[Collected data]
#####

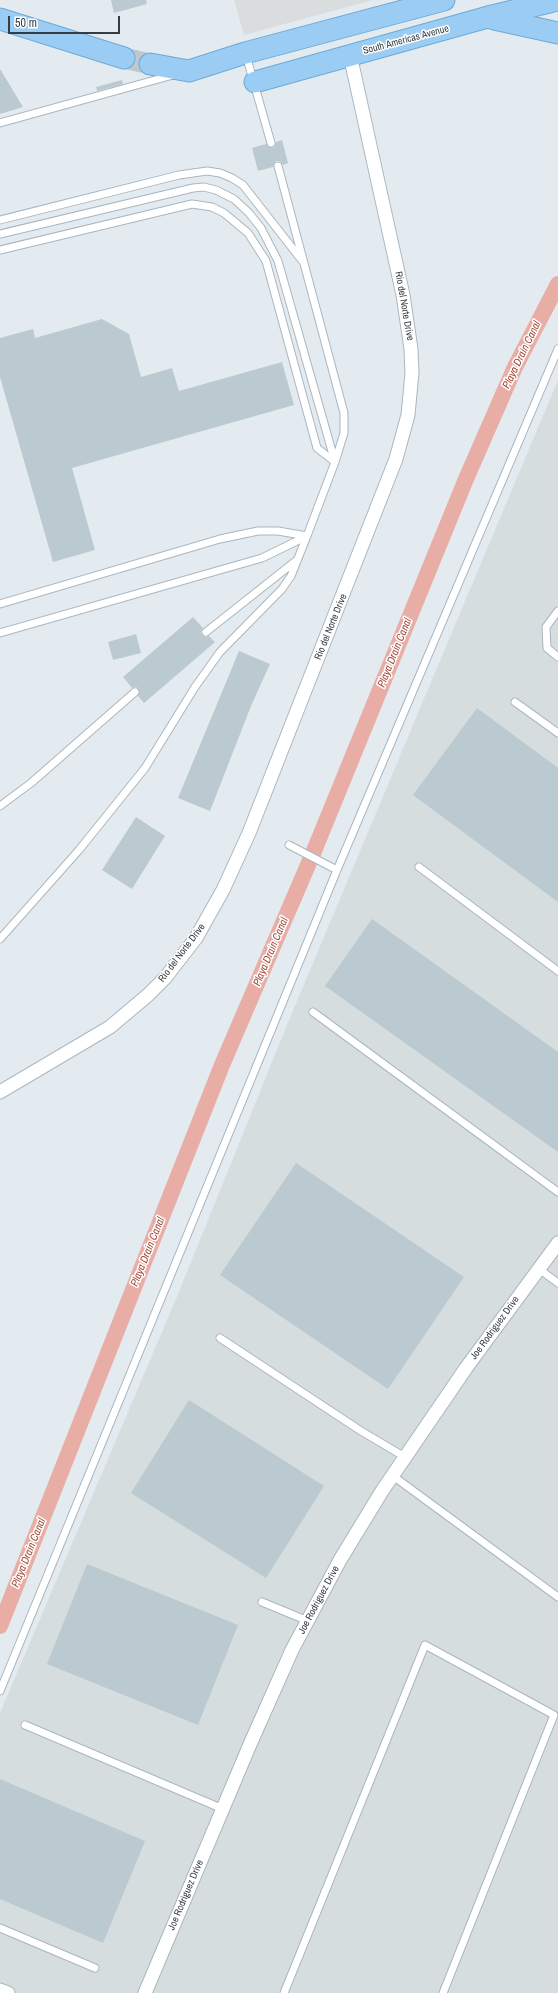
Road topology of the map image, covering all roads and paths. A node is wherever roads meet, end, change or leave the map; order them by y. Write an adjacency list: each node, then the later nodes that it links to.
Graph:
1 (444, 0): 3 (main road)
2 (558, 0): 4 (main road, South Americas Avenue)
3 (378, 17): 7 (main road); 8 (main road)
4 (488, 17): 6 (main road); 8 (main road, South Americas Avenue)
5 (0, 19): 9 (main road)
6 (558, 33)
7 (245, 53): 11 (main road); 12 (lane)
8 (350, 55): 12 (main road, South Americas Avenue); 39 (street, Rio del Norte Drive)
9 (124, 58)
10 (150, 64): 11 (main road)
11 (189, 71): 13 (lane)
12 (255, 82): 14 (lane)
13 (0, 123)
14 (271, 143)
15 (278, 166): 19 (lane)
16 (0, 220): 19 (lane)
17 (0, 234): 21 (lane)
18 (0, 250): 21 (lane)
19 (304, 263): 21 (lane)
20 (558, 349): 35 (lane)
21 (335, 462): 22 (lane)
22 (307, 536): 23 (lane); 24 (lane); 27 (lane)
23 (299, 559): 26 (lane); 36 (lane)
24 (0, 604)
25 (558, 611): 28 (lane)
26 (206, 632)
27 (0, 633)
28 (558, 657)
29 (135, 692): 32 (lane)
30 (515, 702): 31 (lane)
31 (558, 734)
32 (0, 806)
33 (289, 845): 35 (lane)
34 (419, 867): 37 (lane)
35 (338, 870): 50 (lane)
36 (0, 939)
37 (558, 971)
38 (313, 1012): 40 (lane)
39 (0, 1092)
40 (558, 1192)
41 (557, 1248): 42 (street, Joe Rodriguez Drive)
42 (539, 1269): 43 (lane); 45 (street, Joe Rodriguez Drive)
43 (558, 1283)
44 (220, 1338): 45 (lane)
45 (405, 1457): 46 (street, Joe Rodriguez Drive)
46 (393, 1476): 47 (lane); 49 (street, Joe Rodriguez Drive)
47 (558, 1597)
48 (262, 1602): 49 (lane)
49 (308, 1621): 52 (street, Joe Rodriguez Drive)
50 (0, 1691)
51 (25, 1725): 52 (lane)
52 (223, 1809): 57 (street, Joe Rodriguez Drive)
53 (0, 1928): 54 (lane)
54 (95, 1968)
55 (0, 1990): 56 (street)
56 (8, 1993)
57 (145, 1993)
58 (284, 1993): 59 (lane)
59 (443, 1993)

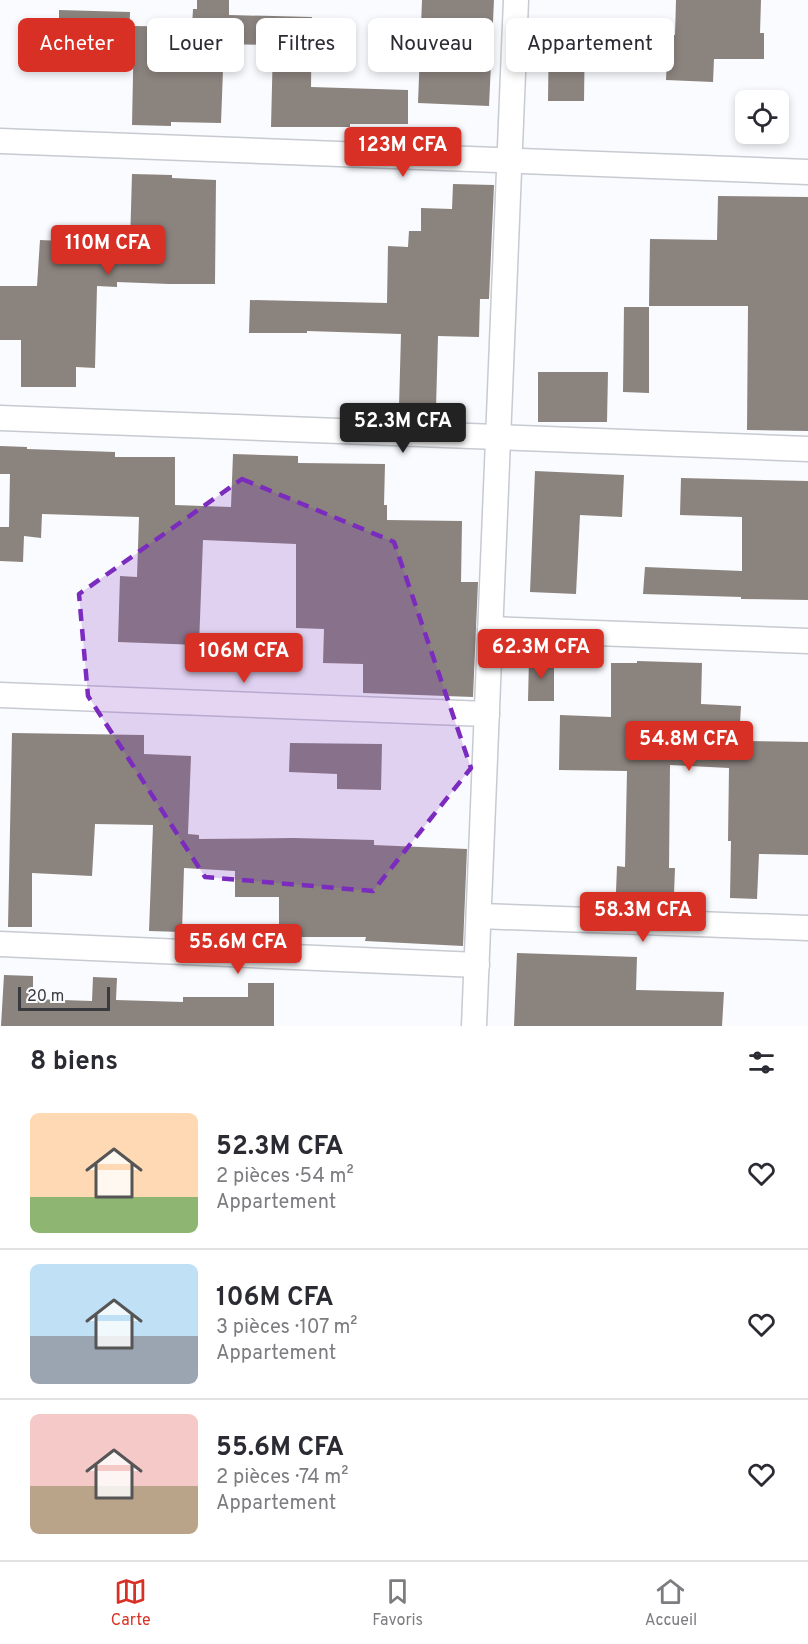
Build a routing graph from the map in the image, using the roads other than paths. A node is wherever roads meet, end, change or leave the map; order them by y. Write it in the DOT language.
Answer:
graph roads {
  1 [pos="516,0"];
  2 [pos="0,141"];
  3 [pos="510,161"];
  4 [pos="808,172"];
  5 [pos="0,418"];
  6 [pos="498,437"];
  7 [pos="808,449"];
  8 [pos="490,629"];
  9 [pos="808,641"];
  10 [pos="0,695"];
  11 [pos="487,714"];
  12 [pos="479,916"];
  13 [pos="808,928"];
  14 [pos="0,944"];
  15 [pos="477,965"];
  16 [pos="474,1026"];
  1 -- 3 [label="street"];
  2 -- 3 [label="street"];
  3 -- 4 [label="street"];
  3 -- 6 [label="street"];
  5 -- 6 [label="street"];
  6 -- 7 [label="street"];
  6 -- 8 [label="street"];
  8 -- 9 [label="street"];
  8 -- 11 [label="street"];
  10 -- 11 [label="street"];
  11 -- 12 [label="street"];
  12 -- 13 [label="street"];
  12 -- 15 [label="street"];
  14 -- 15 [label="street"];
  15 -- 16 [label="street"];
}
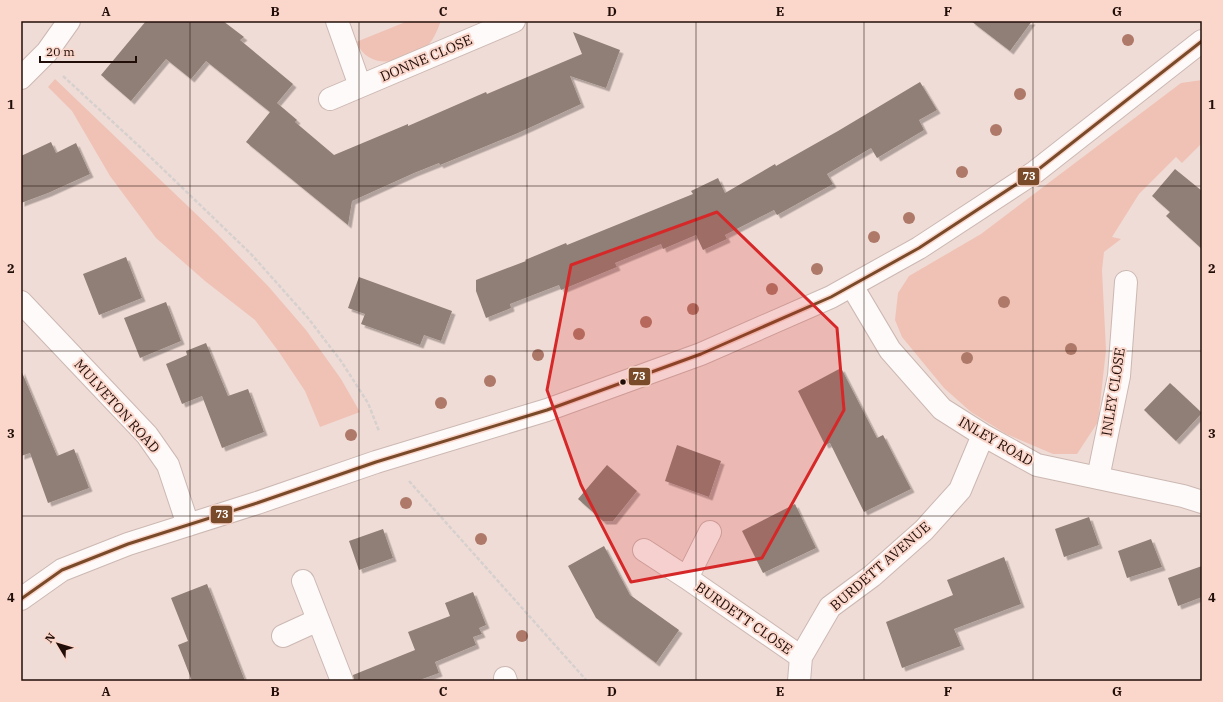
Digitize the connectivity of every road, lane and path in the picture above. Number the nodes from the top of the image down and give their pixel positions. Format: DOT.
graph roads {
  1 [pos="68,21"];
  2 [pos="337,21"];
  3 [pos="514,21"];
  4 [pos="1202,41"];
  5 [pos="42,57"];
  6 [pos="21,78"];
  7 [pos="360,86"];
  8 [pos="330,98"];
  9 [pos="1126,282"];
  10 [pos="852,286"];
  11 [pos="21,302"];
  12 [pos="983,435"];
  13 [pos="389,458"];
  14 [pos="1098,478"];
  15 [pos="1202,502"];
  16 [pos="188,525"];
  17 [pos="710,532"];
  18 [pos="644,550"];
  19 [pos="687,578"];
  20 [pos="302,581"];
  21 [pos="21,599"];
  22 [pos="318,620"];
  23 [pos="283,636"];
  24 [pos="801,657"];
  25 [pos="342,681"];
  26 [pos="587,681"];
  27 [pos="799,681"];
  1 -- 5 [label="street"];
  2 -- 7 [label="street"];
  3 -- 7 [label="street, DONNE CLOSE"];
  4 -- 10 [label="street"];
  5 -- 6 [label="street"];
  5 -- 13 [label="path"];
  7 -- 8 [label="street, DONNE CLOSE"];
  9 -- 14 [label="street, INLEY CLOSE"];
  10 -- 12 [label="street, INLEY ROAD"];
  10 -- 13 [label="street"];
  11 -- 16 [label="street, MULVETON ROAD"];
  12 -- 14 [label="street, INLEY ROAD"];
  12 -- 24 [label="street, BURDETT AVENUE"];
  13 -- 16 [label="street"];
  13 -- 26 [label="path"];
  14 -- 15 [label="street, INLEY ROAD"];
  16 -- 21 [label="street"];
  17 -- 19 [label="street, BURDETT CLOSE"];
  18 -- 19 [label="street, BURDETT CLOSE"];
  19 -- 24 [label="street, BURDETT CLOSE"];
  20 -- 22 [label="street"];
  22 -- 23 [label="street"];
  22 -- 25 [label="street"];
  24 -- 27 [label="street, BURDETT AVENUE"];
}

#####

▶ **What is expected**: Write out every line above exactly, minus images.

▶ **Solution to this problem**:
Road topology of the map image, covering all roads and paths. A node is wherever roads meet, end, change or leave the map; order them by y. Write an adjacency list: each node, then the later nodes that it links to.
Graph:
1 (444, 0): 3 (main road)
2 (558, 0): 4 (main road, South Americas Avenue)
3 (378, 17): 7 (main road); 8 (main road)
4 (488, 17): 6 (main road); 8 (main road, South Americas Avenue)
5 (0, 19): 9 (main road)
6 (558, 33)
7 (245, 53): 11 (main road); 12 (lane)
8 (350, 55): 12 (main road, South Americas Avenue); 39 (street, Rio del Norte Drive)
9 (124, 58)
10 (150, 64): 11 (main road)
11 (189, 71): 13 (lane)
12 (255, 82): 14 (lane)
13 (0, 123)
14 (271, 143)
15 (278, 166): 19 (lane)
16 (0, 220): 19 (lane)
17 (0, 234): 21 (lane)
18 (0, 250): 21 (lane)
19 (304, 263): 21 (lane)
20 (558, 349): 35 (lane)
21 (335, 462): 22 (lane)
22 (307, 536): 23 (lane); 24 (lane); 27 (lane)
23 (299, 559): 26 (lane); 36 (lane)
24 (0, 604)
25 (558, 611): 28 (lane)
26 (206, 632)
27 (0, 633)
28 (558, 657)
29 (135, 692): 32 (lane)
30 (515, 702): 31 (lane)
31 (558, 734)
32 (0, 806)
33 (289, 845): 35 (lane)
34 (419, 867): 37 (lane)
35 (338, 870): 50 (lane)
36 (0, 939)
37 (558, 971)
38 (313, 1012): 40 (lane)
39 (0, 1092)
40 (558, 1192)
41 (557, 1248): 42 (street, Joe Rodriguez Drive)
42 (539, 1269): 43 (lane); 45 (street, Joe Rodriguez Drive)
43 (558, 1283)
44 (220, 1338): 45 (lane)
45 (405, 1457): 46 (street, Joe Rodriguez Drive)
46 (393, 1476): 47 (lane); 49 (street, Joe Rodriguez Drive)
47 (558, 1597)
48 (262, 1602): 49 (lane)
49 (308, 1621): 52 (street, Joe Rodriguez Drive)
50 (0, 1691)
51 (25, 1725): 52 (lane)
52 (223, 1809): 57 (street, Joe Rodriguez Drive)
53 (0, 1928): 54 (lane)
54 (95, 1968)
55 (0, 1990): 56 (street)
56 (8, 1993)
57 (145, 1993)
58 (284, 1993): 59 (lane)
59 (443, 1993)

Build a routing graph from the map in the image, using the roads other than paths. A node is wherever roads meet, end, change or leave the map; order them by y. Write it in the DOT language.
Answer:
graph roads {
  1 [pos="516,0"];
  2 [pos="0,141"];
  3 [pos="510,161"];
  4 [pos="808,172"];
  5 [pos="0,418"];
  6 [pos="498,437"];
  7 [pos="808,449"];
  8 [pos="490,629"];
  9 [pos="808,641"];
  10 [pos="0,695"];
  11 [pos="487,714"];
  12 [pos="479,916"];
  13 [pos="808,928"];
  14 [pos="0,944"];
  15 [pos="477,965"];
  16 [pos="474,1026"];
  1 -- 3 [label="street"];
  2 -- 3 [label="street"];
  3 -- 4 [label="street"];
  3 -- 6 [label="street"];
  5 -- 6 [label="street"];
  6 -- 7 [label="street"];
  6 -- 8 [label="street"];
  8 -- 9 [label="street"];
  8 -- 11 [label="street"];
  10 -- 11 [label="street"];
  11 -- 12 [label="street"];
  12 -- 13 [label="street"];
  12 -- 15 [label="street"];
  14 -- 15 [label="street"];
  15 -- 16 [label="street"];
}
Digitize the connectivity of every road, lane and path in the picture above. Number the nodes from the top of the image down and give their pixel positions. Format: DOT.
graph roads {
  1 [pos="68,21"];
  2 [pos="337,21"];
  3 [pos="514,21"];
  4 [pos="1202,41"];
  5 [pos="42,57"];
  6 [pos="21,78"];
  7 [pos="360,86"];
  8 [pos="330,98"];
  9 [pos="1126,282"];
  10 [pos="852,286"];
  11 [pos="21,302"];
  12 [pos="983,435"];
  13 [pos="389,458"];
  14 [pos="1098,478"];
  15 [pos="1202,502"];
  16 [pos="188,525"];
  17 [pos="710,532"];
  18 [pos="644,550"];
  19 [pos="687,578"];
  20 [pos="302,581"];
  21 [pos="21,599"];
  22 [pos="318,620"];
  23 [pos="283,636"];
  24 [pos="801,657"];
  25 [pos="342,681"];
  26 [pos="587,681"];
  27 [pos="799,681"];
  1 -- 5 [label="street"];
  2 -- 7 [label="street"];
  3 -- 7 [label="street, DONNE CLOSE"];
  4 -- 10 [label="street"];
  5 -- 6 [label="street"];
  5 -- 13 [label="path"];
  7 -- 8 [label="street, DONNE CLOSE"];
  9 -- 14 [label="street, INLEY CLOSE"];
  10 -- 12 [label="street, INLEY ROAD"];
  10 -- 13 [label="street"];
  11 -- 16 [label="street, MULVETON ROAD"];
  12 -- 14 [label="street, INLEY ROAD"];
  12 -- 24 [label="street, BURDETT AVENUE"];
  13 -- 16 [label="street"];
  13 -- 26 [label="path"];
  14 -- 15 [label="street, INLEY ROAD"];
  16 -- 21 [label="street"];
  17 -- 19 [label="street, BURDETT CLOSE"];
  18 -- 19 [label="street, BURDETT CLOSE"];
  19 -- 24 [label="street, BURDETT CLOSE"];
  20 -- 22 [label="street"];
  22 -- 23 [label="street"];
  22 -- 25 [label="street"];
  24 -- 27 [label="street, BURDETT AVENUE"];
}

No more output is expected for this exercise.